Beefy Boxes and Bandwidth Generously Provided by pair Networks
Don't ask to ask, just ask
 
PerlMonks  

Re: problems parsing CSV

by ww (Archbishop)
on Oct 09, 2010 at 14:26 UTC ( [id://864386]=note: print w/replies, xml ) Need Help??


in reply to problems parsing CSV

May we see your version of CSV?

Writing one is a fairly complex challenge; since you wrote one that apparently worked (within limits), comparing your work to Text::CSV might be enlightening.

Replies are listed 'Best First'.
Re^2: problems parsing CSV
by helenwoodson (Acolyte) on Oct 09, 2010 at 23:54 UTC

    Thanks for all the suggestions. Some of it is over my head, so I will need to meditate on it.

    I'm afraid I wasn't clear. The example I gave was not a real example, but an example of how the data looks that's not getting processed correctly.

    The input file is over a million records, and new data will be added from time to time. The problem input is not all the same but is formatted like my previous example. It is similar enough that I was able to get rid of it with a substitution, as I'm not even using that portion of the data. But it is ugly and slow.

    I've simplified the code to show the parsing attempt.

    #!/usr/bin/perl -w use strict; use Text::Undiacritic qw(undiacritic); use Text::CSV; my ( $tri, $chem, $year, $lbs, $gms, $rls, $csv, $err, @cols ); # open the release report file for input #$rls = "rls.tst"; $rls = "../ecodata/releases.txt"; open( RLS, $rls ) || die "bad open $rls"; # RLS: TRI, Release#, ChemName, RegNum, Year, Pounds, Grams while( <RLS> ) { $_ = undiacritic($_); s/\(\d{4} and after \"acid aerosols\" only\)//g; $csv = Text::CSV->new(); next if ($. == 1); if ($csv->parse($_)) { @cols = $csv->fields(); $tri = $cols[0]; $chem = $cols[2]; $year = $cols[4]; $lbs = $cols[5]; $gms = $cols[6]; } else { $err = $csv->error_input; print "Failed to parse line: $err"; } } close(RLS);

    Here is a tiny bit of the output before I put in the substitution - I'm sure there is a better way to do this:

    Failed to parse line: 00617BRSTLSTATE,"1394080382029","Sulfuric acid ( +1994 and after "acid aerosols" only)",7664-93-9,1994,500.0,"" Failed to parse line: 00617BRSTLSTATE,"1394080382031","Hydrochloric ac +id (1995 and after "acid aerosols" only)",7647-01-0,1994,2842.0,""

    I hope this is more clear. Thanks so much for your help; now I must go meditate over what you've suggested.

      Removing diacritics from characters alters the data you're parsing. Are you supposed to do that? Probably not. You certainly shouldn't have to modify the data for any reason.

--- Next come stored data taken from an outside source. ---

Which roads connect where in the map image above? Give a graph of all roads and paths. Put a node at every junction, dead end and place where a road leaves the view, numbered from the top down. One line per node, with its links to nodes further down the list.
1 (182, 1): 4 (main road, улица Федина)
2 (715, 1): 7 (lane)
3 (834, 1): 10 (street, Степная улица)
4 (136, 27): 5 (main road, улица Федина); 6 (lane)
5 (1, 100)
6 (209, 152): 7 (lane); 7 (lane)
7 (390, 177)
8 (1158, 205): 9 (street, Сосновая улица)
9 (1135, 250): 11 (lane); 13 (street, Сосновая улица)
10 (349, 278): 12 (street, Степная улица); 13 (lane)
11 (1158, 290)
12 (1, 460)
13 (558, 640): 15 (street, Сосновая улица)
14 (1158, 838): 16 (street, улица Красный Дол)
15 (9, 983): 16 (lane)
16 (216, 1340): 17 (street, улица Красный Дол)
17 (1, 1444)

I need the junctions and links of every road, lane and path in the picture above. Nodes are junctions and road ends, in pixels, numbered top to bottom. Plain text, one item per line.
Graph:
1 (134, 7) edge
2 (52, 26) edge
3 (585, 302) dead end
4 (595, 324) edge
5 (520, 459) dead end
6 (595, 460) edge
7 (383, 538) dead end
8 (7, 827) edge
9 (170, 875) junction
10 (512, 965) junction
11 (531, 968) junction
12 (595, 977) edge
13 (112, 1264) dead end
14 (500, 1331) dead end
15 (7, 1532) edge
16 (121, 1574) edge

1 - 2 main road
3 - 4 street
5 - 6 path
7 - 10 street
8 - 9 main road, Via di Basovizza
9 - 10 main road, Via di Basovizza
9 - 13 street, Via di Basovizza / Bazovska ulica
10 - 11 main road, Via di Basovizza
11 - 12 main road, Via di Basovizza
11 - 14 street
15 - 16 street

      What character encoding is the text in? ISO 8859-1 (Latin 1)? Windows-1252? UTF-8? If you don't know, I encourage you to find out. You really ought to know.

      I suspect your few problems — malformed CSV records and text that isn't in the ASCII character encoding — can be solved by using Text::CSV::Encoded and also enabling allow_loose_quotes as others have recommended.

      UPDATE: Using Text::CSV::Encoded may be overkill. Jenda's recommendation to set the binary attribute to true (1) may be all you really need. But I nonetheless still believe you ought to know what character encoding the text is in.

        Good point. It would be better to avoid removing the diacritics if possible. I did find that setting the binary attribute to true for Text::CSV did prevent the script from choking on the diacritics.

        I do not know the character encoding and don't know how to identify it, so I asked Mr. Google (Mr. Google knows all!) and am looking through what he dredged up. I looked at the documentation in CPAN for Text::CSV::Encoded. It appears that, in order to use this, you need to know the enocoding for the input and what you want to use for the output.

        I seem to have it working fairly well except for some of the cases where the weight is "" or 0.0. I haven't yet figured out why it works correctly for some records and not for others. I will look at the records where it fails and see if I can identify that.

        Thanks very much.

      I refactored your script. Most of the changes I made are ones recommended in Perl Best Practices by Damian Conway. The revised script is untested and intended merely to suggest coding improvements.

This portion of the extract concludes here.